> _Brief_
Each line of the data should be repeated precisely.

> _Saved entries_

-------

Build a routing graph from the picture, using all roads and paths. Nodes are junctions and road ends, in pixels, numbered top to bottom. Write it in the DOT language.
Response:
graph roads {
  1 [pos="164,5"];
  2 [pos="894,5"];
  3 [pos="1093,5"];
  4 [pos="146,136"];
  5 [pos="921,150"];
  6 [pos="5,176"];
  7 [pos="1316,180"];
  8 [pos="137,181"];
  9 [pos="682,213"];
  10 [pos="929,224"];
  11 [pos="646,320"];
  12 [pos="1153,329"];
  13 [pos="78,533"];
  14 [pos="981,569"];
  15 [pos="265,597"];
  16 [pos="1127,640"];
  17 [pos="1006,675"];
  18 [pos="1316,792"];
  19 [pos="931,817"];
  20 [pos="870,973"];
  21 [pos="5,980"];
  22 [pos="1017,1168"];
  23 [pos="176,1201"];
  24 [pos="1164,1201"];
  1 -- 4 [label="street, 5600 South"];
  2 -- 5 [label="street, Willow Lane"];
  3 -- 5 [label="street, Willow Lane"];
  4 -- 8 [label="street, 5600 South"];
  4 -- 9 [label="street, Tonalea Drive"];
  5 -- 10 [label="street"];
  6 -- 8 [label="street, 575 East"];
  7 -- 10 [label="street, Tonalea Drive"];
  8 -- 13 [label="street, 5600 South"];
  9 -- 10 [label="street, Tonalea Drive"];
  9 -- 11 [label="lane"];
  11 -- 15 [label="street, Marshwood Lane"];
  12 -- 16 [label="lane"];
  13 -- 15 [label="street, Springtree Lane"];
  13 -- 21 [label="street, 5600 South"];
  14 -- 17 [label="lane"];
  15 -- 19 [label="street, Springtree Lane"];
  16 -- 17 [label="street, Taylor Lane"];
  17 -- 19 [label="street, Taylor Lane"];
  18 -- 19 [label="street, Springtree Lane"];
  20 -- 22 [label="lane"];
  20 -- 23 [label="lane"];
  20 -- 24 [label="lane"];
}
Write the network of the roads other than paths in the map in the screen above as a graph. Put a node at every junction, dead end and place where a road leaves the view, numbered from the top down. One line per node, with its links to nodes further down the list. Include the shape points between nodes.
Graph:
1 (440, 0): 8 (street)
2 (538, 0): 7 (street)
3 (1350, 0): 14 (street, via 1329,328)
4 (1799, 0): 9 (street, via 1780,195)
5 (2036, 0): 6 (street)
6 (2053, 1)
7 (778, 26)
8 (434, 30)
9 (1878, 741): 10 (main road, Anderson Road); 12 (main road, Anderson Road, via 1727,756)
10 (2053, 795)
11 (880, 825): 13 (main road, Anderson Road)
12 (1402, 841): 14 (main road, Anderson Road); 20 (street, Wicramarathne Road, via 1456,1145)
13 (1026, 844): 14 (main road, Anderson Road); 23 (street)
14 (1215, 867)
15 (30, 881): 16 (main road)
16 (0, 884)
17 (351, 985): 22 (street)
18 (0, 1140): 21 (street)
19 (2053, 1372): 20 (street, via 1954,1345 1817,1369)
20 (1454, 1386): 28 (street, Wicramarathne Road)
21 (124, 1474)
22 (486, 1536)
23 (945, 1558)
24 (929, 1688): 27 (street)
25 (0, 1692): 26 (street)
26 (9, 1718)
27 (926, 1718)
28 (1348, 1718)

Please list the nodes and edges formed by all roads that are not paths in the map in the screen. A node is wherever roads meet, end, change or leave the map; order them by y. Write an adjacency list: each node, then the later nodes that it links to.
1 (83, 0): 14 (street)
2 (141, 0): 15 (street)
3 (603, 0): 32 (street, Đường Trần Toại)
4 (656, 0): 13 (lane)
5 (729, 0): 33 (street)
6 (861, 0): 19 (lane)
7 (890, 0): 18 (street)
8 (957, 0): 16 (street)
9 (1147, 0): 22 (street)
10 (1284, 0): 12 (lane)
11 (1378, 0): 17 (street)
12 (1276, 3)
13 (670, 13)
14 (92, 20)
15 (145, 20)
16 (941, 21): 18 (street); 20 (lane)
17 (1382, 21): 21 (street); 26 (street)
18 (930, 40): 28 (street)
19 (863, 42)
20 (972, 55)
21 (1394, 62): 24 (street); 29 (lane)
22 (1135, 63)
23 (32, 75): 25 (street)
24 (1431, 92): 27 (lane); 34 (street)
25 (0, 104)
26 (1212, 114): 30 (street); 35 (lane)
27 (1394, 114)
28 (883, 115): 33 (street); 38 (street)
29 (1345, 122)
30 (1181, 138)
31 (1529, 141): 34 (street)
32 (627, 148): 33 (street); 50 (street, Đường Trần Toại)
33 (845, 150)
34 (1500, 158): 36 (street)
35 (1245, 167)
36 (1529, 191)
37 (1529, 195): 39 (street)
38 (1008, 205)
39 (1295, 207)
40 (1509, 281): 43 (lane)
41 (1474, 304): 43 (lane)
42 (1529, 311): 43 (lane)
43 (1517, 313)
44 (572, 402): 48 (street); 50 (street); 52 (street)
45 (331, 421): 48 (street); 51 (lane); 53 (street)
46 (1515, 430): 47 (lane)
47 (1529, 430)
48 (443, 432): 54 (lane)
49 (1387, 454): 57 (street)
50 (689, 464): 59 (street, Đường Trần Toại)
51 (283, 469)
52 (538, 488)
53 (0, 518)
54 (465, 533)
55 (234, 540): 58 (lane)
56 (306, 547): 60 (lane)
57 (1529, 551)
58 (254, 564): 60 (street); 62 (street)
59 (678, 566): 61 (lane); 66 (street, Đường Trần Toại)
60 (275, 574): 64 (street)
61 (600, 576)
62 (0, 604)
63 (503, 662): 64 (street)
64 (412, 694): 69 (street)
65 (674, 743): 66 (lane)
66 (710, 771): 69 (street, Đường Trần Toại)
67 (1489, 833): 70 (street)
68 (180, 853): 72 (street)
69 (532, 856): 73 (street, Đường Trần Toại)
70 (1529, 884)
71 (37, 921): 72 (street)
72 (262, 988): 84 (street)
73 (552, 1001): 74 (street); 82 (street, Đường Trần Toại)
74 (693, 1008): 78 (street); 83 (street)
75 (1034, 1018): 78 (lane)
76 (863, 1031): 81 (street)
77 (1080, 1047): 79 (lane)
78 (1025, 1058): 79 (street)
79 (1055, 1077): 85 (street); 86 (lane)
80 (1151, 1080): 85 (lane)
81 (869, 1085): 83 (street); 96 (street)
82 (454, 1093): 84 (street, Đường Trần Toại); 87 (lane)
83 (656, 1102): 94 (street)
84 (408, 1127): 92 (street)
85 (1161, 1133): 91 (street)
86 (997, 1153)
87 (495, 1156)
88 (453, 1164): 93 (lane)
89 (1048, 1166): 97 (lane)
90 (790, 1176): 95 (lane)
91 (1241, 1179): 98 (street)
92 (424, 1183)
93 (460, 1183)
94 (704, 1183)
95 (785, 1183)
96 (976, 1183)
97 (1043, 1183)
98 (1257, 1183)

-------

> _Response below_
Build a routing graph from the picture, using all roads and paths. Nodes are junctions and road ends, in pixels, numbered top to bottom. Write it in the DOT language.
Response:
graph roads {
  1 [pos="164,5"];
  2 [pos="894,5"];
  3 [pos="1093,5"];
  4 [pos="146,136"];
  5 [pos="921,150"];
  6 [pos="5,176"];
  7 [pos="1316,180"];
  8 [pos="137,181"];
  9 [pos="682,213"];
  10 [pos="929,224"];
  11 [pos="646,320"];
  12 [pos="1153,329"];
  13 [pos="78,533"];
  14 [pos="981,569"];
  15 [pos="265,597"];
  16 [pos="1127,640"];
  17 [pos="1006,675"];
  18 [pos="1316,792"];
  19 [pos="931,817"];
  20 [pos="870,973"];
  21 [pos="5,980"];
  22 [pos="1017,1168"];
  23 [pos="176,1201"];
  24 [pos="1164,1201"];
  1 -- 4 [label="street, 5600 South"];
  2 -- 5 [label="street, Willow Lane"];
  3 -- 5 [label="street, Willow Lane"];
  4 -- 8 [label="street, 5600 South"];
  4 -- 9 [label="street, Tonalea Drive"];
  5 -- 10 [label="street"];
  6 -- 8 [label="street, 575 East"];
  7 -- 10 [label="street, Tonalea Drive"];
  8 -- 13 [label="street, 5600 South"];
  9 -- 10 [label="street, Tonalea Drive"];
  9 -- 11 [label="lane"];
  11 -- 15 [label="street, Marshwood Lane"];
  12 -- 16 [label="lane"];
  13 -- 15 [label="street, Springtree Lane"];
  13 -- 21 [label="street, 5600 South"];
  14 -- 17 [label="lane"];
  15 -- 19 [label="street, Springtree Lane"];
  16 -- 17 [label="street, Taylor Lane"];
  17 -- 19 [label="street, Taylor Lane"];
  18 -- 19 [label="street, Springtree Lane"];
  20 -- 22 [label="lane"];
  20 -- 23 [label="lane"];
  20 -- 24 [label="lane"];
}
Write the network of the roads other than paths in the map in the screen above as a graph. Put a node at every junction, dead end and place where a road leaves the view, numbered from the top down. One line per node, with its links to nodes further down the list. Include the shape points between nodes.
Graph:
1 (440, 0): 8 (street)
2 (538, 0): 7 (street)
3 (1350, 0): 14 (street, via 1329,328)
4 (1799, 0): 9 (street, via 1780,195)
5 (2036, 0): 6 (street)
6 (2053, 1)
7 (778, 26)
8 (434, 30)
9 (1878, 741): 10 (main road, Anderson Road); 12 (main road, Anderson Road, via 1727,756)
10 (2053, 795)
11 (880, 825): 13 (main road, Anderson Road)
12 (1402, 841): 14 (main road, Anderson Road); 20 (street, Wicramarathne Road, via 1456,1145)
13 (1026, 844): 14 (main road, Anderson Road); 23 (street)
14 (1215, 867)
15 (30, 881): 16 (main road)
16 (0, 884)
17 (351, 985): 22 (street)
18 (0, 1140): 21 (street)
19 (2053, 1372): 20 (street, via 1954,1345 1817,1369)
20 (1454, 1386): 28 (street, Wicramarathne Road)
21 (124, 1474)
22 (486, 1536)
23 (945, 1558)
24 (929, 1688): 27 (street)
25 (0, 1692): 26 (street)
26 (9, 1718)
27 (926, 1718)
28 (1348, 1718)

Please list the nodes and edges formed by all roads that are not paths in the map in the screen. A node is wherever roads meet, end, change or leave the map; order them by y. Write an adjacency list: each node, then the later nodes that it links to.
1 (83, 0): 14 (street)
2 (141, 0): 15 (street)
3 (603, 0): 32 (street, Đường Trần Toại)
4 (656, 0): 13 (lane)
5 (729, 0): 33 (street)
6 (861, 0): 19 (lane)
7 (890, 0): 18 (street)
8 (957, 0): 16 (street)
9 (1147, 0): 22 (street)
10 (1284, 0): 12 (lane)
11 (1378, 0): 17 (street)
12 (1276, 3)
13 (670, 13)
14 (92, 20)
15 (145, 20)
16 (941, 21): 18 (street); 20 (lane)
17 (1382, 21): 21 (street); 26 (street)
18 (930, 40): 28 (street)
19 (863, 42)
20 (972, 55)
21 (1394, 62): 24 (street); 29 (lane)
22 (1135, 63)
23 (32, 75): 25 (street)
24 (1431, 92): 27 (lane); 34 (street)
25 (0, 104)
26 (1212, 114): 30 (street); 35 (lane)
27 (1394, 114)
28 (883, 115): 33 (street); 38 (street)
29 (1345, 122)
30 (1181, 138)
31 (1529, 141): 34 (street)
32 (627, 148): 33 (street); 50 (street, Đường Trần Toại)
33 (845, 150)
34 (1500, 158): 36 (street)
35 (1245, 167)
36 (1529, 191)
37 (1529, 195): 39 (street)
38 (1008, 205)
39 (1295, 207)
40 (1509, 281): 43 (lane)
41 (1474, 304): 43 (lane)
42 (1529, 311): 43 (lane)
43 (1517, 313)
44 (572, 402): 48 (street); 50 (street); 52 (street)
45 (331, 421): 48 (street); 51 (lane); 53 (street)
46 (1515, 430): 47 (lane)
47 (1529, 430)
48 (443, 432): 54 (lane)
49 (1387, 454): 57 (street)
50 (689, 464): 59 (street, Đường Trần Toại)
51 (283, 469)
52 (538, 488)
53 (0, 518)
54 (465, 533)
55 (234, 540): 58 (lane)
56 (306, 547): 60 (lane)
57 (1529, 551)
58 (254, 564): 60 (street); 62 (street)
59 (678, 566): 61 (lane); 66 (street, Đường Trần Toại)
60 (275, 574): 64 (street)
61 (600, 576)
62 (0, 604)
63 (503, 662): 64 (street)
64 (412, 694): 69 (street)
65 (674, 743): 66 (lane)
66 (710, 771): 69 (street, Đường Trần Toại)
67 (1489, 833): 70 (street)
68 (180, 853): 72 (street)
69 (532, 856): 73 (street, Đường Trần Toại)
70 (1529, 884)
71 (37, 921): 72 (street)
72 (262, 988): 84 (street)
73 (552, 1001): 74 (street); 82 (street, Đường Trần Toại)
74 (693, 1008): 78 (street); 83 (street)
75 (1034, 1018): 78 (lane)
76 (863, 1031): 81 (street)
77 (1080, 1047): 79 (lane)
78 (1025, 1058): 79 (street)
79 (1055, 1077): 85 (street); 86 (lane)
80 (1151, 1080): 85 (lane)
81 (869, 1085): 83 (street); 96 (street)
82 (454, 1093): 84 (street, Đường Trần Toại); 87 (lane)
83 (656, 1102): 94 (street)
84 (408, 1127): 92 (street)
85 (1161, 1133): 91 (street)
86 (997, 1153)
87 (495, 1156)
88 (453, 1164): 93 (lane)
89 (1048, 1166): 97 (lane)
90 (790, 1176): 95 (lane)
91 (1241, 1179): 98 (street)
92 (424, 1183)
93 (460, 1183)
94 (704, 1183)
95 (785, 1183)
96 (976, 1183)
97 (1043, 1183)
98 (1257, 1183)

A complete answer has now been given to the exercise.